Fernando Ortiz Crespo luchó y murió por una utopía. Detrás de sus actividades hay, ante todo, una actitud, una filosofía ante los poblemos del mundo y de la sociedad. No dudó, por ejemplo, en denunciar los daños ecológicos en los proyectos de agua potable para la ciudad de Quito. No dudó tampoco en denunciar a los madereros y a las mentiras de la reforestación. En Esmeraldas ya no hay chanul. Para Ortiz Crespo era absurdo que un árbol que demora cuarenta años en crecer sea considerado seriamente para un plan de reforestación. Simplemente no debía ser cortado. Nos preocupamos por la falta de lluvias y sabemos que en cincuenta años no tendremos agua, pero no detenemos la destrucción de los bosques, como tampoco evitamos la desaparición de manglares. Cecilia piensa que “tal vez él se fue a tiempo; no hubiera podido soportar tanta destrucción”. Confesó también que “a veces pensaba irse a otro país para no ser testigo de lo que vendrá”.

Esa tristeza oculta por el destino del país, ese desconsuelo, saber que la nación no tiene salida —comenta también su gran amigo Fredy Newmann, que en cuanto supo del accidente fue a La Mica y lo vio muerto, ya en la orilla— estuvo compensado por una incontenible alegría, por su positivismo a toda prueba. Como amigo fue incondicional, generoso. “Llevaba la alegría de vivir y el amor a la vida dentro de sí; amaba a su trabajo, a la naturaleza, a su ciencia; no pensaba en el dinero” —comenta Cecilia. Ella no recuerda haberlo visto alguna vez de mal humor. Y esos amores eran compartidos por su tercer amor, el de la familia: su mujer, sus tres hijos, su nieto Mateo. Fernando Ortiz no confiaba en la clase dirigente ni en los políticos. Varias veces había dicho que “en este país se ara en el mar y se siembra en el viento”.

Quienes le conocieron y trataron no olvidarán su desbordante entusiasmo, su locuacidad. Se interesaba por todo, tenía afán por aprender e informarse, sabía de mecánica y electricidad, conocía la música de los jóvenes; se interesaba por todos y por todo. Estaba abierto a lo que sucedía a su alrededor. En sus momentos tranquilos pintaba, tal vez en busca de sosiego para su mente intranquila, para su ser inquieto. Pintaba especialmente pájaros y algunos se conservan en su casa de Cumbayá. Hace muchos años dibujó una colección de cincuenta láminas de aves para una publicación. Fue “sumamente ordenado” —dice Cecilia—, pero muy distraído”. En una excursión al Cotopaxi, dejó a su familia junto a la laguna de Limpiopungo hasta regresar, pero se olvidó de ellos y llegó a Quito sin recogerlos.

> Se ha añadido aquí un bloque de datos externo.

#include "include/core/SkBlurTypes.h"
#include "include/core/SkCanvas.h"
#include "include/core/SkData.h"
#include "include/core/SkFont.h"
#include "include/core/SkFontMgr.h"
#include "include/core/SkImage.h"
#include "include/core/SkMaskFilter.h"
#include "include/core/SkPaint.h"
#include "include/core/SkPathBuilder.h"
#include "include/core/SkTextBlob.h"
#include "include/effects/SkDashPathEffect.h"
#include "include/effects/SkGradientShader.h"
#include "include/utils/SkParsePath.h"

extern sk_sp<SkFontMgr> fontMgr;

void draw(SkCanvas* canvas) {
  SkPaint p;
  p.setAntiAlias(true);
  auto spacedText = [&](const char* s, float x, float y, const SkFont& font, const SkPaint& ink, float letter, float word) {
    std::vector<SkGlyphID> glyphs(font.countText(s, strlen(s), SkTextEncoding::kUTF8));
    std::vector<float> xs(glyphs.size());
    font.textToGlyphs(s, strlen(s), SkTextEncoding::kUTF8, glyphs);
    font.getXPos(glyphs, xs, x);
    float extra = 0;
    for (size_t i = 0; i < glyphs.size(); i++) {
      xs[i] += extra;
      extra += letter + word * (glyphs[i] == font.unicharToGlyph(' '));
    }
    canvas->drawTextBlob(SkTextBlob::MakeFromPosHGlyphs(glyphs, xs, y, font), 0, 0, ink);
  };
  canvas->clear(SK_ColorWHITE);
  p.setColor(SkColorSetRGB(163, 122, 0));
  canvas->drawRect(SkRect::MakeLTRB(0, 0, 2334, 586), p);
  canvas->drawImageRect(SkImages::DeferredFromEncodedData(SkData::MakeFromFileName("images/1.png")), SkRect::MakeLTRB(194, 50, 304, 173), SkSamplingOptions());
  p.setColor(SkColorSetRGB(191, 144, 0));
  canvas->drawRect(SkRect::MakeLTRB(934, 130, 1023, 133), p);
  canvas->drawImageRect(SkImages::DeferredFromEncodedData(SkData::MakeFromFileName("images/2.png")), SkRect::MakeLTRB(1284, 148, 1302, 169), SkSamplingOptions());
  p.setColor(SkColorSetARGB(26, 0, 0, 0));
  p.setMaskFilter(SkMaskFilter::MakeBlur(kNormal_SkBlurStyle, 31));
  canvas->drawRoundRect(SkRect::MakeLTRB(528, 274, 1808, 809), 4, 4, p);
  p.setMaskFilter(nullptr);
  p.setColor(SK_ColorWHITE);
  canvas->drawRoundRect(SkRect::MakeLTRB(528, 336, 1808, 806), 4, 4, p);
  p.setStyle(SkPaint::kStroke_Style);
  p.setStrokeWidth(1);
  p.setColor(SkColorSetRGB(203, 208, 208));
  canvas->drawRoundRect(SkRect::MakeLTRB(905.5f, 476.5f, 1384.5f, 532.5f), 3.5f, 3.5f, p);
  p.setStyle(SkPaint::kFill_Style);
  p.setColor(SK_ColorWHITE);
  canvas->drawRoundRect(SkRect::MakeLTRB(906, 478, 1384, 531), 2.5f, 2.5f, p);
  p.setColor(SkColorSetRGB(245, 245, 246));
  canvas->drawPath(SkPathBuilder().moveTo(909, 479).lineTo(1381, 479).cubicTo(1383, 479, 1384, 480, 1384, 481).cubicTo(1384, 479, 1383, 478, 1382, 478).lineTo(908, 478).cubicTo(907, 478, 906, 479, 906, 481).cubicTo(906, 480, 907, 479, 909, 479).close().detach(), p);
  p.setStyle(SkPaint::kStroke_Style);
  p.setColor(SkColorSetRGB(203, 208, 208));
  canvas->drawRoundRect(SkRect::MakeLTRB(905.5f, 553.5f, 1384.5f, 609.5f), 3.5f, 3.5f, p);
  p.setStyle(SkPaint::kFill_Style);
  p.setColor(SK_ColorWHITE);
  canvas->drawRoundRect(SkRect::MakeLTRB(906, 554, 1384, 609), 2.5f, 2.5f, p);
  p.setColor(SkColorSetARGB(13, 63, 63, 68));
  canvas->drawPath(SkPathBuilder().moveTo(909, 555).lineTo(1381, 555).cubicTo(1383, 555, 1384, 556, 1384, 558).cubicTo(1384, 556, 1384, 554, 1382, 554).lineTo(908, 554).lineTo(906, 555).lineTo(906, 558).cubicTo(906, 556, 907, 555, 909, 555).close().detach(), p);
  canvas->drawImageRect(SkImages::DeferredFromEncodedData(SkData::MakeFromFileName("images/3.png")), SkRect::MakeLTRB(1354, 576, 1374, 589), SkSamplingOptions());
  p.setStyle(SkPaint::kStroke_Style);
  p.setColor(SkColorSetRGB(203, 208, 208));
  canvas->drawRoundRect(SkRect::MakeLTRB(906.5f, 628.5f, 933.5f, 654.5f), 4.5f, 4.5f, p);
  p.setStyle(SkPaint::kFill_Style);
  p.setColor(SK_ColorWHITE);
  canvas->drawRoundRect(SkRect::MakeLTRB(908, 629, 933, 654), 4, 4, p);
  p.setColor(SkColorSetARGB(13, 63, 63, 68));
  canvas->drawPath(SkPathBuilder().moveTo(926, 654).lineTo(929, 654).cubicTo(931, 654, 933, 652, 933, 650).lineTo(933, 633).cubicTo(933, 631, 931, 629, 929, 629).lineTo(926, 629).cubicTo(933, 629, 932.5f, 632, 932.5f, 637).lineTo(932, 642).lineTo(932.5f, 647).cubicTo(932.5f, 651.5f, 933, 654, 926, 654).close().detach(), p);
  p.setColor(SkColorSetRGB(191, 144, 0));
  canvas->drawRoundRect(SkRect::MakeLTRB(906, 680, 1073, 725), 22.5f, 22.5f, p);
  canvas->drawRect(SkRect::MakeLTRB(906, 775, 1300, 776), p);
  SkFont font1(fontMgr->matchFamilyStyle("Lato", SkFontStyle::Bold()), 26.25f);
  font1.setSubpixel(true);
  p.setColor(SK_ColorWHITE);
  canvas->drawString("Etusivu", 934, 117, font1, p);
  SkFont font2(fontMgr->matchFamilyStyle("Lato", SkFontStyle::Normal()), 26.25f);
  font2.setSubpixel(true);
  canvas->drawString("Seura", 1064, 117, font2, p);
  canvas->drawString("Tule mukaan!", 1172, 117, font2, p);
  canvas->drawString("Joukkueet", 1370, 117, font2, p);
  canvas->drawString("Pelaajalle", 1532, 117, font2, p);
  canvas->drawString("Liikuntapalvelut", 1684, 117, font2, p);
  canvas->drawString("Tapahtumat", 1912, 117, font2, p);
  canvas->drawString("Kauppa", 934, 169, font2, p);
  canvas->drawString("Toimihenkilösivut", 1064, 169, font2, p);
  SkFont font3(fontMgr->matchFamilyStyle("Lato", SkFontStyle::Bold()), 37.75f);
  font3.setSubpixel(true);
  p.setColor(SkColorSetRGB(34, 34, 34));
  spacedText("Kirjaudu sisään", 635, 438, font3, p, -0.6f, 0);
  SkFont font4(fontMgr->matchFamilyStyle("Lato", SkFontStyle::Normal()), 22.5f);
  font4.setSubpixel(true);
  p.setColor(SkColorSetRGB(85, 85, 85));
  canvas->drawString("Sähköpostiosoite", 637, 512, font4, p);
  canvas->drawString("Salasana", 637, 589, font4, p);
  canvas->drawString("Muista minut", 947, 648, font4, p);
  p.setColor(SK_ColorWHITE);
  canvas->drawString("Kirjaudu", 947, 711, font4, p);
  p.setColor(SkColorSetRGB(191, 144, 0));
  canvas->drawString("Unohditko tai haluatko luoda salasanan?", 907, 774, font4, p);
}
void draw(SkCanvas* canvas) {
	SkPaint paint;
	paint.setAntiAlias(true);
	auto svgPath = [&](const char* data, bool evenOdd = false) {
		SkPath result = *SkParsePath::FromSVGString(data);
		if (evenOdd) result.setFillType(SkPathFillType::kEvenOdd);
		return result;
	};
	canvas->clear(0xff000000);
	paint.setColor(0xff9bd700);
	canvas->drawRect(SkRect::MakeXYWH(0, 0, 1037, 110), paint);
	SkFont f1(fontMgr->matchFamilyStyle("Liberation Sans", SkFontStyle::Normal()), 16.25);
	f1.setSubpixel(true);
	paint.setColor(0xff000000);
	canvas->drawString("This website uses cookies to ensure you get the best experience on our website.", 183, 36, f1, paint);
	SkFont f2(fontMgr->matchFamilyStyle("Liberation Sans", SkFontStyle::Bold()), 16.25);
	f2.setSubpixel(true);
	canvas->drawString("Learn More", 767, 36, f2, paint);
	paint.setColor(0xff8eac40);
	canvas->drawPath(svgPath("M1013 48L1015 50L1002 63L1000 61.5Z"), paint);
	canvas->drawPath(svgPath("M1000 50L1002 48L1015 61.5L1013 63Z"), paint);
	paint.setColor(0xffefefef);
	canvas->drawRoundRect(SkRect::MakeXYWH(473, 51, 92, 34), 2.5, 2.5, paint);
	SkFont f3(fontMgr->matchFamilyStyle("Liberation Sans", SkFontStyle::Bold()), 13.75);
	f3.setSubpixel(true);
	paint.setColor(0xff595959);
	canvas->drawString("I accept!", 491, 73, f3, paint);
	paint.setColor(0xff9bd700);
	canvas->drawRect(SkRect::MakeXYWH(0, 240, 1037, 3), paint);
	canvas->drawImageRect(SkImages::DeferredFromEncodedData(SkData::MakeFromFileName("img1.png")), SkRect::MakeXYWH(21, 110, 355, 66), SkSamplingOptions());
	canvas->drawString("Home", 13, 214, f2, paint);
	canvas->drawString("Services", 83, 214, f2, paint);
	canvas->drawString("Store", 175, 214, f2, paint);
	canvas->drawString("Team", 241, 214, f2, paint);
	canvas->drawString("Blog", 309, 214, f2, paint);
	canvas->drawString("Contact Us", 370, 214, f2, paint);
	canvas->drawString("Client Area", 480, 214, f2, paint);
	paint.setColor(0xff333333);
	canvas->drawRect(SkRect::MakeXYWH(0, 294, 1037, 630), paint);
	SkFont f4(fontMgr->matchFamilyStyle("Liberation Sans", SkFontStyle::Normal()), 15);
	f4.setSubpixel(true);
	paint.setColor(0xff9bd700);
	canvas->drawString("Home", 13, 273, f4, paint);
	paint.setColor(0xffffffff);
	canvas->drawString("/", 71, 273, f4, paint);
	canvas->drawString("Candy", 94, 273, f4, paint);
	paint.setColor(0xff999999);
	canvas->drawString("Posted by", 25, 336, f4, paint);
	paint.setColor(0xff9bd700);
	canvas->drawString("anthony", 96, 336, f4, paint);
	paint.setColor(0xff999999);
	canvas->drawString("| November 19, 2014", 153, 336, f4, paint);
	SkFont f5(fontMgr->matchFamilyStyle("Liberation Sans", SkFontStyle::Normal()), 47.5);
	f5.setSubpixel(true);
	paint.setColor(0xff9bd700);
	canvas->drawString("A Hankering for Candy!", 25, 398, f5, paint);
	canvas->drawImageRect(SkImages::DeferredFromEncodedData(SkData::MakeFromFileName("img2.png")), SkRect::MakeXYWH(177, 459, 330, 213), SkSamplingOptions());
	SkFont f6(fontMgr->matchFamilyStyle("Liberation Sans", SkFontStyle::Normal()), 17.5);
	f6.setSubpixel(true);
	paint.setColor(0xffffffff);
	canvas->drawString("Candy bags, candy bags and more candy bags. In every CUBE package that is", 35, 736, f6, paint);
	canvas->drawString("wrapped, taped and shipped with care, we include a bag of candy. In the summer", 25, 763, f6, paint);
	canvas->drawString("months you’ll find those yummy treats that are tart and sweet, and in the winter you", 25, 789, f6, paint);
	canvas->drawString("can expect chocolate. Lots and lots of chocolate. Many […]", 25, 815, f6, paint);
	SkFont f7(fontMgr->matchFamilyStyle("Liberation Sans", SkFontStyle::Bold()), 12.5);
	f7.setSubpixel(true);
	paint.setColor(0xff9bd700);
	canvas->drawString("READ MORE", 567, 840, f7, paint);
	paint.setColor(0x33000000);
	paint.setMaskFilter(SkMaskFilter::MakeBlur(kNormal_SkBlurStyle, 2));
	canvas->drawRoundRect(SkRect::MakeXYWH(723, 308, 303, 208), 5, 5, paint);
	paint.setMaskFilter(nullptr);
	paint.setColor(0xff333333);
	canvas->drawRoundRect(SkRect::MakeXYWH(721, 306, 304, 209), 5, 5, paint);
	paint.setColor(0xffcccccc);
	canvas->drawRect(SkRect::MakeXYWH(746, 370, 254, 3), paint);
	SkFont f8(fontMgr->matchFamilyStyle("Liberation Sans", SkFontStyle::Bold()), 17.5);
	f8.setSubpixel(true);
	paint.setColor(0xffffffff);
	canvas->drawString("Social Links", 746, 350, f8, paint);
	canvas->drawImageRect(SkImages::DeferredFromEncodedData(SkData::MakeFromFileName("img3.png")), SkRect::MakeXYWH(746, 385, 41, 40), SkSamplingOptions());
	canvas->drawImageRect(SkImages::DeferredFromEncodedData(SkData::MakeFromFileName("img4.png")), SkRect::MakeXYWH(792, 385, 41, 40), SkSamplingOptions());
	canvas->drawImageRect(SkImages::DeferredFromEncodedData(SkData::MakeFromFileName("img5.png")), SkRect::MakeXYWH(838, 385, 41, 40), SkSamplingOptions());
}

Volvió por ellos cuando anochecía.

Las pasiones de Fernando fueron el colibrí y el cóndor. Por un lado, la fragilidad y la levedad de un pajarillo que apenas se lo ve, trabajador incansable y solitario; por otro, la belleza de la majestad y la fuerza con alas desplegadas Tal vez ambos simbolizan lo que él fue: ternura y sencillez, fortaleza y decisión.

En el recuerdo de los demás

Al cumplirse un mes de su muerte, vale recordar las palabras por quienes le quisieron. “Amanuense de Dios... que tomó nota de la creación y de cada criatura”, dice un sacerdote. “Apasionado por el conocimiento, investigador, inquieto, cuestionador”, opina un ex alumno. “Su memoria estará presente en la historia de la ciencia del país”, dice la condolencia de la UNESCO. “Es un personaje que debía vivir eternamente...que amaba el mundo con todas sus contradicciones”, dice una sobrina. “Un ser humano excepcional” es la opinión de una concejala. “Un hombre incapaz de doblarse” piensa un amigo de siempre. “Navegante incansable en busca de los misterios de la naturaleza”, opina una amiga. “Por amar tanto a la vida, le fue dado por el Dios de lo viviente escoger su manera de morir, vivir su muerte”, escribe un periodista. “Uno de los más grandes científicos del Ecuador contemporáneo”, escribe un editorialista. “Hombre de múltiples capacidades y de inagotables energías”, piensa otro científico. “Fue el primo de los quindes”, piensa un joven.

Con unos cuantos como Fernando Ortiz Crespo el país podría ser diferente.